• What to produce
Show every line of the data that contains the string "East".

- - - -

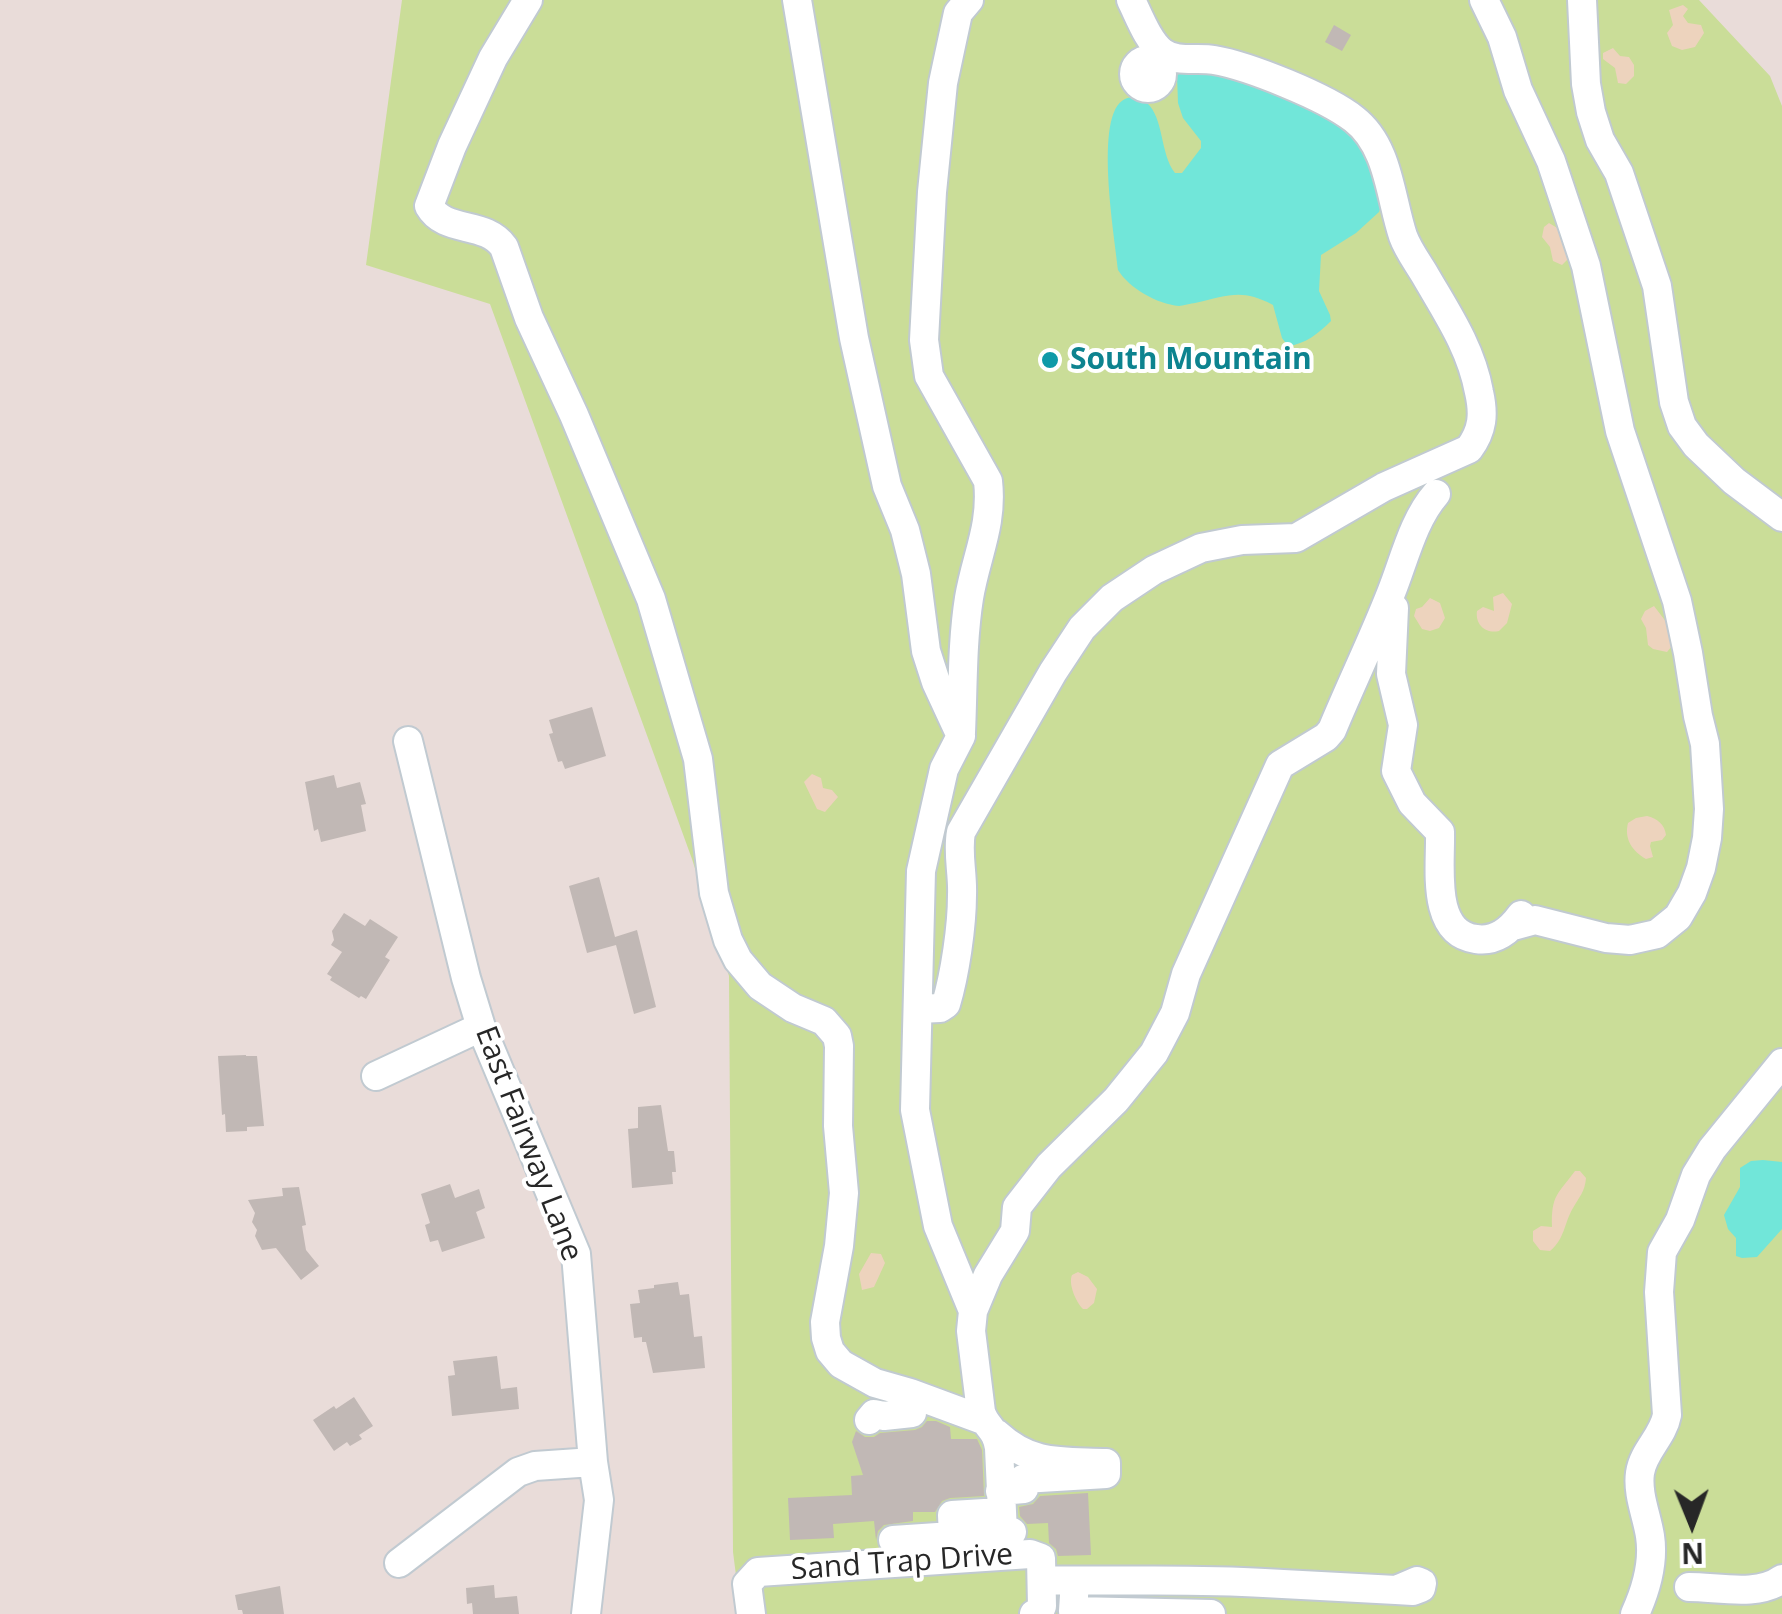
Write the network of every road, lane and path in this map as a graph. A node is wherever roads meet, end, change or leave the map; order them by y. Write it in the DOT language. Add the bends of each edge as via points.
graph roads {
  1 [pos="528,0"];
  2 [pos="797,0"];
  3 [pos="969,0"];
  4 [pos="1131,0"];
  5 [pos="1484,0"];
  6 [pos="1582,0"];
  7 [pos="1431,484"];
  8 [pos="1782,517"];
  9 [pos="1402,571"];
  10 [pos="953,697"];
  11 [pos="408,741"];
  12 [pos="918,1010"];
  13 [pos="481,1027"];
  14 [pos="1782,1063"];
  15 [pos="376,1076"];
  16 [pos="973,1311"];
  17 [pos="912,1398"];
  18 [pos="868,1420"];
  19 [pos="990,1427"];
  20 [pos="594,1462"];
  21 [pos="1004,1517"];
  22 [pos="893,1540"];
  23 [pos="399,1563"];
  24 [pos="1042,1580"];
  25 [pos="1782,1580"];
  26 [pos="1074,1581"];
  27 [pos="1647,1583"];
  28 [pos="1690,1587"];
  29 [pos="1396,1590"];
  30 [pos="586,1614"];
  31 [pos="751,1614"];
  32 [pos="1034,1614"];
  33 [pos="1211,1614"];
  34 [pos="1635,1614"];
  35 [pos="1702,1614"];
  1 -- 17 [label="street" via="493,58 439,210 486,231 504,247 528,318 646,585 698,759 714,894 738,960 775,998 824,1020 837,1036 844,1193 826,1338 840,1364"];
  2 -- 10 [label="street" via="854,338 887,486 916,574 926,651"];
  3 -- 10 [label="street" via="958,13 943,82 924,340 929,376 988,481 990,500"];
  4 -- 7 [label="street" via="1160,58 1213,60 1275,80 1354,119 1378,149 1404,239 1458,330 1482,403 1477,438"];
  5 -- 9 [label="street" via="1586,266 1620,431 1688,653 1705,744 1708,824 1701,868 1678,918 1656,934 1630,940 1548,922 1524,923 1484,940 1448,923 1440,832 1412,804 1396,772 1403,724 1392,674 1392,610 1408,586"];
  6 -- 8 [label="street" via="1591,112 1657,286 1682,426 1734,481"];
  7 -- 9 [label="street"];
  7 -- 12 [label="street" via="1384,487 1296,538 1202,548 1112,598 1082,628 962,832 951,988 940,1008"];
  9 -- 16 [label="street" via="1332,730 1280,766 1154,1053 1017,1206 1015,1231"];
  10 -- 12 [label="street" via="961,736 944,769 922,874"];
  11 -- 13 [label="street, East Fairway Lane"];
  12 -- 16 [label="street" via="915,1110 938,1226"];
  13 -- 15 [label="street"];
  13 -- 20 [label="street, East Fairway Lane" via="576,1254"];
  14 -- 27 [label="street" via="1712,1149 1662,1252 1667,1416 1639,1475 1650,1541"];
  16 -- 19 [label="street" via="974,1366"];
  17 -- 18 [label="street" via="912,1413"];
  17 -- 19 [label="street"];
  19 -- 21 [label="street"];
  19 -- 21 [label="street" via="1013,1449 1042,1460 1106,1462 1106,1474 1024,1479 1024,1490"];
  20 -- 23 [label="street" via="518,1472"];
  20 -- 30 [label="street, East Fairway Lane" via="600,1500"];
  21 -- 22 [label="street"];
  24 -- 26 [label="street, Sand Trap Drive"];
  24 -- 31 [label="street, Sand Trap Drive" via="1041,1558 1030,1554 758,1572 747,1584"];
  24 -- 32 [label="street" via="1042,1606"];
  25 -- 28 [label="street" via="1760,1588"];
  26 -- 29 [label="street, Sand Trap Drive"];
  26 -- 33 [label="street" via="1073,1611"];
  27 -- 28 [label="street"];
  27 -- 34 [label="street"];
  28 -- 35 [label="street"];
}
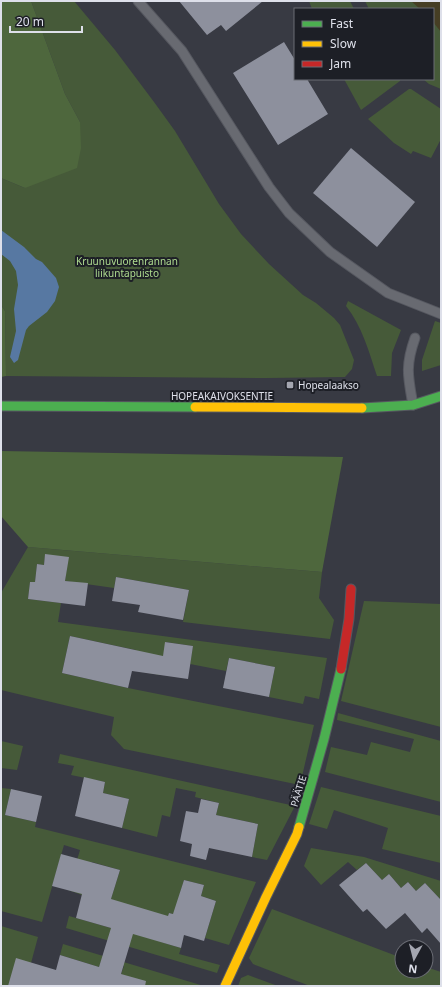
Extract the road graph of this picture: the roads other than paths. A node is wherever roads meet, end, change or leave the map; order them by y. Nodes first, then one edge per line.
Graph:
1 (138, 1) edge
2 (441, 314) edge
3 (415, 338) dead end
4 (441, 396) edge
5 (413, 405) junction
6 (1, 406) edge
7 (351, 589) dead end
8 (225, 986) edge

1 - 2 lane
3 - 5 lane
4 - 5 street, HOPEAKAIVOKSENTIE
5 - 6 street, HOPEAKAIVOKSENTIE
7 - 8 street, PÄÄTIE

- - - -

• Written reply
  11 -- 13 [label="street, East Fairway Lane"];
  13 -- 20 [label="street, East Fairway Lane" via="576,1254"];
  20 -- 30 [label="street, East Fairway Lane" via="600,1500"];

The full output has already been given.